John Walker
sta221 (UC Davis) class project
Stan files:
- driver_model.stan
- driver_constructor_model.stan
- driver_constructor_circuit_model.stan
R files:
- perform_loo.R
Python files:
- compile_models.py
- get_data.py
- sample_models.py
- analyze_samples_driver_model.py
- analyze_samples_driver_constructor_model.py
- analyze_samples_driver_constructor_circuit_model.py
- posterior_predictive_inference.py
Stan files are designed to sample their described model's posterior distributions. They are not meant to be ran directly, rather called to be compiled from Python and told to run from Python (R and some other languages can also be used, this project uses Python).
The R file is meant to do a statistical analysis that could not be done using Python (the Arviz function, a Python library, that translates Python-Stan data to Arviz data was bugged at the time of writing; so instead the R equivalent was used). Namely, "efficient leave one out cross validation" (called loo). 3 models are written in this code, the purpose of this file is to decide which model best fits (has the best cross validation results).
The Python files do the heavy lifting and main analysis. They are roughly written in order of use.
compile_models.py should be called first, since it compiles the three stan files.

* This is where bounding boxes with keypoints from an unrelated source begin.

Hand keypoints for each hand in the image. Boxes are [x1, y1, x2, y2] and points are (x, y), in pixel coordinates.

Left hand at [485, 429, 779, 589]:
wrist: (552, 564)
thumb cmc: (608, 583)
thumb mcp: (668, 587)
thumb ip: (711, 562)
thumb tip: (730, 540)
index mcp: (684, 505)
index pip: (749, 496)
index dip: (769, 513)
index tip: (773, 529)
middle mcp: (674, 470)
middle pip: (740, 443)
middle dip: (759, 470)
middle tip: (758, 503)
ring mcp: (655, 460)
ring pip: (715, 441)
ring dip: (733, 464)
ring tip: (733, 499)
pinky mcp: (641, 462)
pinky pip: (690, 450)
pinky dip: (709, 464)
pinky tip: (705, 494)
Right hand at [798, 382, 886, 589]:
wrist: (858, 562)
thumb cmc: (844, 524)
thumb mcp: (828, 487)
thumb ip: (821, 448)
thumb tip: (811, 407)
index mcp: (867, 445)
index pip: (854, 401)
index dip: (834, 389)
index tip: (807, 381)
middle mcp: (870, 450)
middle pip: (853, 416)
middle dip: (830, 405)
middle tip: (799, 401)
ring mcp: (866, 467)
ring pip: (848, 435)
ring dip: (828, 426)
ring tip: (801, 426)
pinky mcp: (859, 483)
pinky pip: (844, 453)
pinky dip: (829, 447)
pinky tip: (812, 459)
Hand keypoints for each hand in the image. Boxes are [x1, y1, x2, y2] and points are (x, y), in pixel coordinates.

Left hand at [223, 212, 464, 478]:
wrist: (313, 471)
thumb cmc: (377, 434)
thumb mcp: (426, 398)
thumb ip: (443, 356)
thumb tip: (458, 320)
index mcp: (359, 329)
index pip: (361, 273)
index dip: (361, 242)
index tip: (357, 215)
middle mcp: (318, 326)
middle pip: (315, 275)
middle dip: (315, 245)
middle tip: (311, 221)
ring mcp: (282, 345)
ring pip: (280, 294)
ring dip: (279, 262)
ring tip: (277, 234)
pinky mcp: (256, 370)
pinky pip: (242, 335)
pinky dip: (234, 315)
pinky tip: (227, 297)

Next, get_data.py should be ran to store race result data in a dataframe to be used in other code files. To do this, change the year variable near the top of the file to the desired year of results, and n variable to the number of races done in that year. Saves the resulting pandas dataframe as "f1_data_year{year}.pkl" where {year} is the input year (for example, 2023). Resulting dataframe should have no errors, but may due to the fastf1 Python library where the data was obtained from. For example, hardcoded into get_data.py is a pair of lines that changes the index of one row of the dataframe since fastf1 loads the driver name as NaN but referencing actual results manually finds that this index belongs to the driver Stroll (STR in the code).
The files analyze_samples_driver_model.py, analyze_samples_driver_constructor_model.py, and analyze_samples_driver_constructor_circuit_model.py are setup to allow for easy access to sample results (and original data results) for analysis. They are designed to be ran in either interactive mode or appended on. The file analyze_samples_driver_constructor_model.py contains appended code that was used to generate figures and results used in the main essay since this was the model chosen for the essay.

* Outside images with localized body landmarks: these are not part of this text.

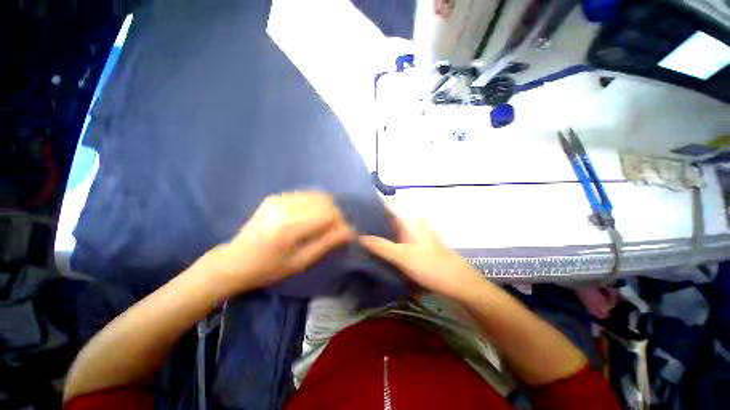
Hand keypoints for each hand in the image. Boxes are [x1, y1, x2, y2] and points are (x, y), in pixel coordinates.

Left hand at [201, 191, 353, 294]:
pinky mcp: (276, 196)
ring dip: (328, 208)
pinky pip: (305, 194)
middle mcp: (285, 206)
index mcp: (290, 226)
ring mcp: (279, 198)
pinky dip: (316, 204)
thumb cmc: (269, 268)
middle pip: (325, 201)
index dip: (342, 222)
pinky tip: (314, 216)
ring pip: (317, 195)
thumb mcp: (301, 262)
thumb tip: (350, 232)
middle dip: (337, 214)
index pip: (328, 213)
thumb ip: (327, 243)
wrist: (234, 261)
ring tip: (328, 223)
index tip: (347, 233)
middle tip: (338, 229)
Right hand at [359, 208, 484, 300]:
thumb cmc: (431, 266)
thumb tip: (359, 236)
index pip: (387, 206)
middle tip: (353, 226)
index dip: (371, 206)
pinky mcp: (416, 244)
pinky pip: (397, 238)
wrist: (459, 283)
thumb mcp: (402, 256)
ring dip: (378, 231)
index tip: (354, 210)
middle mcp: (411, 223)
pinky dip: (386, 240)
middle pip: (388, 217)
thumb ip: (381, 246)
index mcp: (409, 220)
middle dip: (371, 221)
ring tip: (360, 235)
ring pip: (392, 228)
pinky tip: (377, 247)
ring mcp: (414, 234)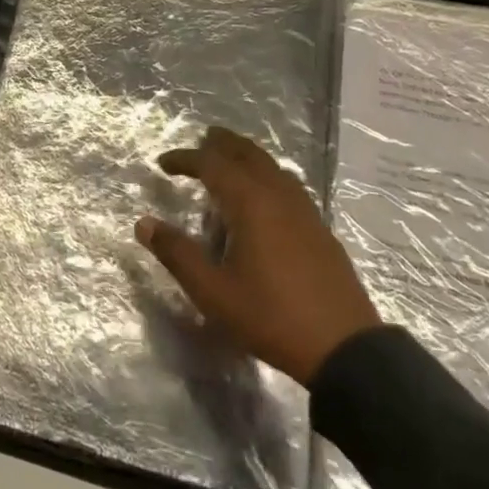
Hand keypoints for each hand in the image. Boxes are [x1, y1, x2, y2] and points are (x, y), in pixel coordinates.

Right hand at [136, 127, 380, 385]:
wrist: (344, 349)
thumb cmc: (270, 316)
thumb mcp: (212, 291)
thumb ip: (177, 253)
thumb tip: (144, 223)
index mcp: (250, 204)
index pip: (212, 164)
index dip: (185, 159)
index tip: (163, 163)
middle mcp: (279, 197)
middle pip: (248, 154)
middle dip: (222, 144)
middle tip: (202, 140)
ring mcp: (305, 212)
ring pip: (273, 167)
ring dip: (248, 156)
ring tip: (230, 161)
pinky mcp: (321, 230)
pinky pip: (289, 186)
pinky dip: (268, 176)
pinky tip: (265, 197)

The file posterior_predictive_inference.py performs "visual posterior predictive inference" on the driver_constructor_model.stan samples. Again, the driver_constructor_model was chosen for this since it was the model chosen for the essay. This visual posterior predictive inference consists of simulating races obtained from the sample data, and comparing the finishing position frequency of a given driver to their actual finishing position frequency in a given year, by display of a histogram. If the simulated data and actual data agree (both generated histograms look roughly similar), then the check succeeds.